Under the copy, the ad shows a line with a special sale for Easter as well as a link searchers can use to navigate to the store’s page where they can purchase items with discounts (in the case of my example, the final URL for the promotion extension is the homepage of the store).
It’s important to highlight that the ad uses an occasional promotion (Easter), which you can set in Google Ads (I’ll show you how a bit later in this article).
However, it is not necessary to add an occasion for your promotion. You can have a general one like in the example above.
How to add promotion extensions to your ad
When you are inside the “Ads & extensions” tab and have clicked the “+” icon, you need to select promotion extension from the Google ad extension list.
This page will look a bit different from the earlier extensions.
As mentioned before, you can select the occasion for your promotion (Google supports plenty of events for promotions) that will show with bold before the text of the extension.
If you don’t have an occasion for your discount, select “None” from the list.
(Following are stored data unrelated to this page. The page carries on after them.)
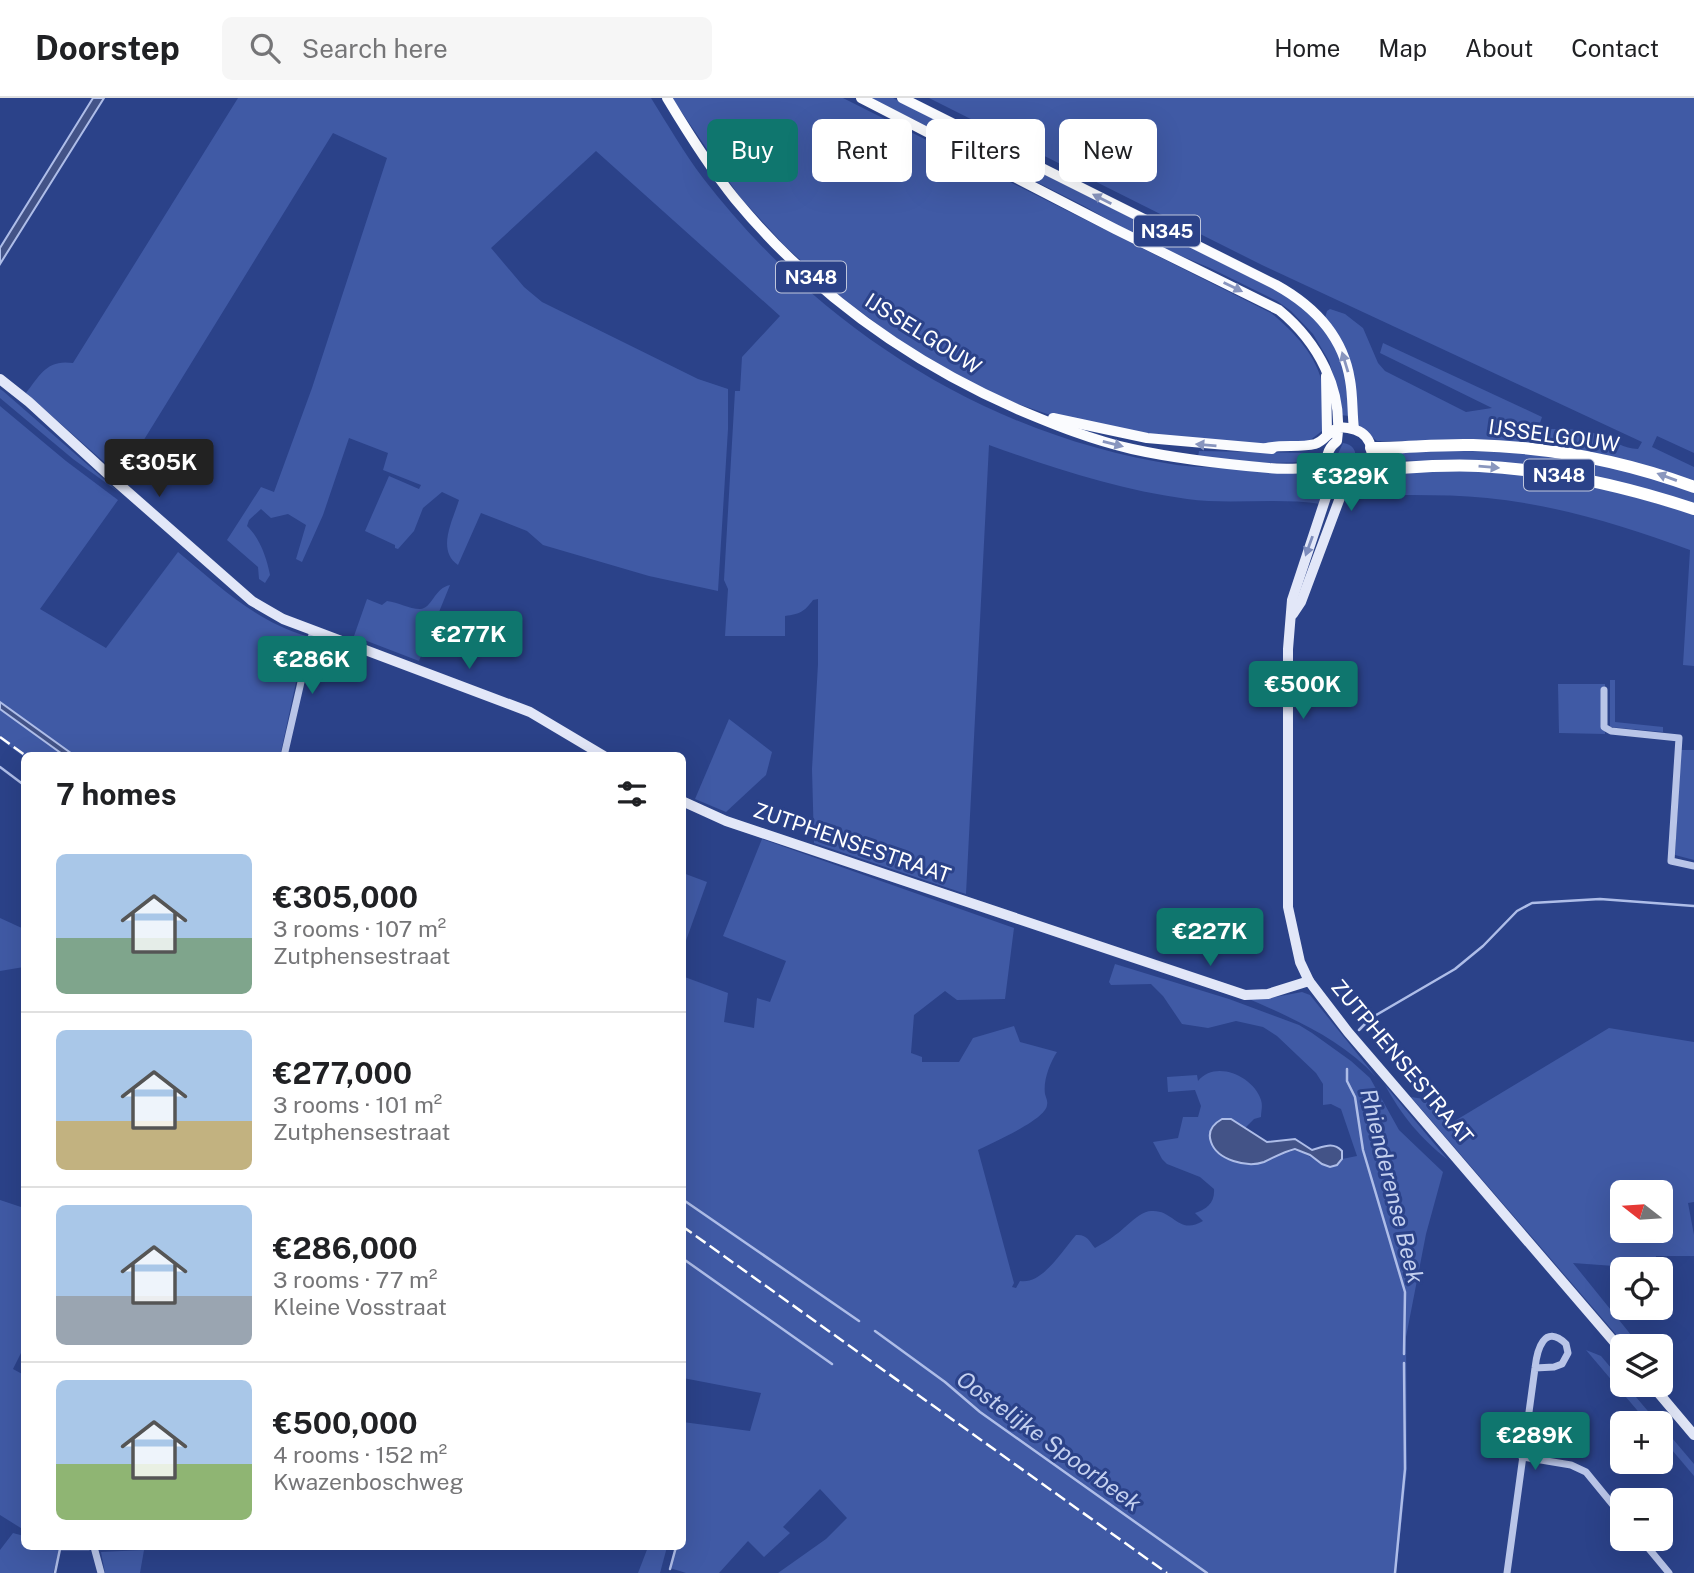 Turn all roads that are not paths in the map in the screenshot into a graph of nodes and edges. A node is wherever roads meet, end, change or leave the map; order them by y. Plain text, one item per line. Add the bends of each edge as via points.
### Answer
1 (667, 98) edge
2 (861, 98) edge
3 (902, 98) edge
4 (0, 379) edge
5 (1003, 403) junction
6 (1354, 429) junction
7 (1334, 432) junction
8 (1319, 445) junction
9 (1368, 446) junction
10 (1369, 466) junction
11 (1414, 466) junction
12 (1323, 467) junction
13 (1383, 469) joint
14 (1342, 484) junction
15 (1694, 487) edge
16 (1694, 509) edge
17 (1292, 614) junction
18 (313, 630) junction
19 (1604, 690) dead end
20 (285, 752) edge
21 (597, 752) edge
22 (686, 803) edge
23 (1694, 866) edge
24 (1309, 981) junction
25 (1610, 1337) edge
26 (1535, 1368) junction
27 (1662, 1397) edge
28 (1694, 1434) edge
29 (1522, 1457) junction
30 (1610, 1501) edge
31 (95, 1550) edge
32 (1651, 1551) edge
33 (101, 1573) edge
34 (1507, 1573) edge
35 (1669, 1573) edge

1 - 5 main road, IJSSELGOUW / N348 via 735,199 828,293 921,360
2 -> 7 main road, N345 via 1279,310 1308,338 1335,388
6 -> 3 main road, N345 via 1345,358 1330,330 1305,303
4 - 18 street via 253,601
8 -> 5 main road, IJSSELGOUW / N348 via 1198,445 1072,423
5 -> 12 main road, IJSSELGOUW / N348 via 1070,431 1134,450 1254,466
6 - 7 main road
6 - 9 main road
7 - 8 main road
7 - 9 main road via 1351,435
7 - 12 main road via 1337,441
8 - 12 main road
9 - 10 main road
9 - 14 main road via 1362,465 1343,476
15 -> 9 highway, IJSSELGOUW / N348 via 1659,474 1574,455 1495,446
10 - 11 highway, IJSSELGOUW / N348
10 - 14 main road
11 - 13 highway, IJSSELGOUW / N348
11 -> 16 highway, IJSSELGOUW / N348 via 1479,466 1565,476
12 - 14 main road
13 - 14 main road via 1364,482
14 - 17 street via 1301,602
14 -> 17 street via 1292,600
17 - 24 street via 1288,649 1288,907
18 - 20 street
18 - 21 street via 530,712
19 - 23 street via 1604,727 1679,738 1671,861
22 - 24 street, ZUTPHENSESTRAAT via 726,821 1245,995 1268,994
24 - 25 street, ZUTPHENSESTRAAT
26 - 26 street via 1543,1340 1558,1338 1566,1344 1568,1353 1562,1364
26 - 29 street
27 - 28 street
29 - 30 street via 1586,1472
29 - 34 street
31 - 33 street
32 - 35 street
You can also choose the type of your promotion with its values (e.g., $10 or 15%) as well as the language and currency used for the discount.
If you have finished with setting that up, you can write the extension’s text as well as add the final URL.
An optional step is to include details about your offer, such as a promo code or a minimum order limit that would trigger your promotion.
Below that option, you can set the start and the end date of your promotion, but it is not a mandatory step.
There’s a new tab, URL options, where you can set up tracking for your extension URL (I’ll talk about performance tracking later in this article).
And finally, you have advanced options that are the same as at other ad extension types.
Pro tip: Adding occasions is an excellent way to appeal to holiday shoppers.
Also, if you have a coupon code, don’t forget to display it in your promotion ad extension.
If Google Shopping and text ads had a baby they would be called price extensions.
While this extension won’t let your ad to show an image for a product in your store, you can still display the price for the product as well as a link.
Price extensions won’t just save you space in the copy, but they will help shoppers on their journey in finding the best deals for a specific product (and hopefully, your store will be the one they choose to buy it from).
You can add multiple products to your ad.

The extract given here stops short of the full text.